– Все-таки прилетел, – произнесла Шурочка почти разочарованно. – А где багаж?

11

Квартира показалась мне гораздо меньше, будто усохла. Ощущение это подчеркивалось мелкими трещинами на потолке, желтоватой побелкой, линялыми обоями, выгоревшими по солнечной стороне стен. Маракасы и веера, те же сомбреро – пара черных, одно малиновое, все три с золотым шитьем, больше не казались интеллигентской экзотикой, теперь эти дурацкие шляпы, веера и погремушки выглядели безвкусной декорацией, пыльной и стыдной. На том же почетном месте по-прежнему висела фотография Пухова-старшего и Фиделя, дымящих сигарами.

– Как батя? – кивнул я на фото.

Шурочка молча поджала губы и отрицательно покачала головой.

– Четыре года назад. В декабре… инсульт.

Я вздохнул, от неожиданности не зная, что сказать. Мозг кольнула мысль: вот так и обо мне кто-нибудь скажет. В трех словах.

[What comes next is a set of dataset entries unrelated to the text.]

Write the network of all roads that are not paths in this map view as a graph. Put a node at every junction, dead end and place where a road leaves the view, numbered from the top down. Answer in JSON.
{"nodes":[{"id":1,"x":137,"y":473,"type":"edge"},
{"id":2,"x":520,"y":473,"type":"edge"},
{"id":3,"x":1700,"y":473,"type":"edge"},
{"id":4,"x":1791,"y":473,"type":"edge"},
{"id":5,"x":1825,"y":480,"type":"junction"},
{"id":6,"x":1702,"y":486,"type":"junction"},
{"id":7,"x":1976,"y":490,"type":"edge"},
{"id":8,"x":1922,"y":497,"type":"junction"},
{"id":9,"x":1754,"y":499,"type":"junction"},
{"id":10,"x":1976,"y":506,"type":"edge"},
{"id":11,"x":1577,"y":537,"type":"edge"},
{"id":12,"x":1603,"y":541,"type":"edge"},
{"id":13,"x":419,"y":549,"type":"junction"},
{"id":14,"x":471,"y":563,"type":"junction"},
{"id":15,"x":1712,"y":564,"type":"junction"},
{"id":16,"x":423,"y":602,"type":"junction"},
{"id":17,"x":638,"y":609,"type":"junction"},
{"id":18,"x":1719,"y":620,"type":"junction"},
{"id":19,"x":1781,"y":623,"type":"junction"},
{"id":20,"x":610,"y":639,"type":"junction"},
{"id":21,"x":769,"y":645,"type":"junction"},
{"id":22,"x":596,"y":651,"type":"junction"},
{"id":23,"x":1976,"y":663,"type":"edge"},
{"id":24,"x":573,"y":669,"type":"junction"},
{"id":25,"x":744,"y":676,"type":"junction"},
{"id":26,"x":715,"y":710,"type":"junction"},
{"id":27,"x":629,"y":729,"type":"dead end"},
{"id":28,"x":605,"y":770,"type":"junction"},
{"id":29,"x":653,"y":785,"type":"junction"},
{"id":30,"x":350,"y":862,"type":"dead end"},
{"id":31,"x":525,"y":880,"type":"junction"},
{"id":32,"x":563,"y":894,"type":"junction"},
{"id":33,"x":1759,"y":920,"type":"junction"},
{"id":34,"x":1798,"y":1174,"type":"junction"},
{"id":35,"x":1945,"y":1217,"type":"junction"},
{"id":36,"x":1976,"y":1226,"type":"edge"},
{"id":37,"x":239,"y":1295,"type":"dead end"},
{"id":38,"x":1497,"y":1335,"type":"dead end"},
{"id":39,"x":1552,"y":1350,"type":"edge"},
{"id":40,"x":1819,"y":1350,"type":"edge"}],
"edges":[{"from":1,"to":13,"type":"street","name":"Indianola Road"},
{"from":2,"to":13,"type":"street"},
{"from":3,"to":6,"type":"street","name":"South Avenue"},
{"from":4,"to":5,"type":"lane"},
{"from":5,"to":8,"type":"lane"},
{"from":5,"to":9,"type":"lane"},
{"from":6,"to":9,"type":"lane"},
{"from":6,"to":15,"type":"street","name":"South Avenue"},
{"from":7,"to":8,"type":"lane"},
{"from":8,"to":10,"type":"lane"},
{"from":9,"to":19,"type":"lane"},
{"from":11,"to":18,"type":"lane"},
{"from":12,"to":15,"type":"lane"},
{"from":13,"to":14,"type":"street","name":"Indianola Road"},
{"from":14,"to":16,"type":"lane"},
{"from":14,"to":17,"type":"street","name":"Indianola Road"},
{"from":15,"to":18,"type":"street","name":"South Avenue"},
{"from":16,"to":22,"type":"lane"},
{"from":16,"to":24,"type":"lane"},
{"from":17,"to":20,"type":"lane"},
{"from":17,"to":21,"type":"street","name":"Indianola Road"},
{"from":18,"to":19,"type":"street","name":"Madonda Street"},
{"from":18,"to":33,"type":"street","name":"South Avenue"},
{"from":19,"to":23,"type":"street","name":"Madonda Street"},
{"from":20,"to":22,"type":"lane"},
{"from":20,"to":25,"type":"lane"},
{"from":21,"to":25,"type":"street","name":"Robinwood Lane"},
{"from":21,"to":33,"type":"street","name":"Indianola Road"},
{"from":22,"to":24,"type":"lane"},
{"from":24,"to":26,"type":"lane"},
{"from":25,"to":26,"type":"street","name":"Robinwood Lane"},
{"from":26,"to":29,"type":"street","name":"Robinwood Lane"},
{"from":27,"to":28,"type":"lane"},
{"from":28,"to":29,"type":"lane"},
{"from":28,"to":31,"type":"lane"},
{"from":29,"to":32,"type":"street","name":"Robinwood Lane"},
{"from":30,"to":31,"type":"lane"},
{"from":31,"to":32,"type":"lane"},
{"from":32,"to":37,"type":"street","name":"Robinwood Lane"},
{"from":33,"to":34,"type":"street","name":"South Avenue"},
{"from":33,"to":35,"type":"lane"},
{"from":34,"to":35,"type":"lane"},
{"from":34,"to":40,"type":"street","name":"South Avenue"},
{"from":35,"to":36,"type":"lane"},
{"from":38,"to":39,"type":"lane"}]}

– А?.. – начал я, не зная, как обозвать экс-тещу.

– Ничего, на даче она, – догадалась Шурочка. – Давление, а так ничего. Болота еще эти чертовы горят…

– Да, – согласился я, подходя к окну. – Дымно тут у вас.

Стекло было пыльным, я провел пальцем по подоконнику. Набережная была забита машинами, пробка стояла и на Устьинском мосту, там в ряд один за другим застряли пять троллейбусов. Уродливую белую гостиницу, куда мы часто ходили в кино, наконец снесли, стали видны кирпичная стена Кремля и угловая башня с выпавшим из памяти названием. На той стороне реки, за Каменным мостом, что-то горело: ленивый дым поднимался вертикально вверх, словно серая лента.

– Чай будешь? – Ее вопрос прозвучал так обыденно, что мне показалось, что я сошел с ума.

– Пухова! – Я резко повернулся. – Какой, к чертовой матери, чай?! У вас тут…

– Не ори! – строго оборвала она. – Не хочешь, так и скажи.

– Да хочу я! Хочу! Но я не понимаю…

Она, не дослушав, пошла на кухню. Я остался стоять с открытым ртом и патетично вознесенной рукой.

– Ты деньги привез? – крикнула она с кухни; загремела вода.

– Потрясающе… – прошипел я, хлопнув себя по бедру и поплелся через коридор на кухню.

Кухня, и раньше тесноватая, показалась мне не больше кладовки. Я уселся за стол, втиснулся на свое место в углу, колени привычно уперлись в столешницу. С удивлением узнавались предметы, о которых я не вспоминал сто лет, – красный пластиковый абажур, купленный в магазине «Балатон», расписной электросамовар в жостовских лопухах, которым никогда не пользовались, чайный сервиз – белый в красный горох, трещина в мраморном подоконнике, которую я обещал заделать в какой-то другой жизни. По подоконнику разбежалась знакомая гжельская мелочь – солонки-перечницы и прочая дребедень. На все том же финском двухкамерном холодильнике стоял маленький черно-белый телевизор с мертвым сальным экраном и рогатой антенной.

– Ты все своим… – Шурочка налила мне заварки, придерживая крышку фарфорового чайника указательным пальцем. – Своей структурной социологией занимаешься?

– Массовым сознанием. – Я скромно отхлебнул горький чай. – Девиантным поведением больших групп, когда отход от нормы становится нормой общества. Ну это обобщенно… Прошлым декабрем опубликовал статью в «Обзоре современной социологии»… – Я сделал еще глоток. – И мне заказали книгу.

На Шурочку это не произвело ни малейшего впечатления.

– Ясно… – Она рассеянно вытащила сигарету из мятой пачки, уронила пачку на пол.

Нагнулась, я невольным взглядом застрял в вырезе ее летнего платья на круглой незагорелой груди.

– Меня арестовали в аэропорту, – сказал я мрачно. – Завязали глаза. В наручниках отвезли в какую-то школу. Я видел трупы. Немца… австрийца, с которым я сидел в подвале. Его убили. Меня допрашивали и лишь по чистой случайности мне удалось вырваться. Я хочу понять, что у вас происходит!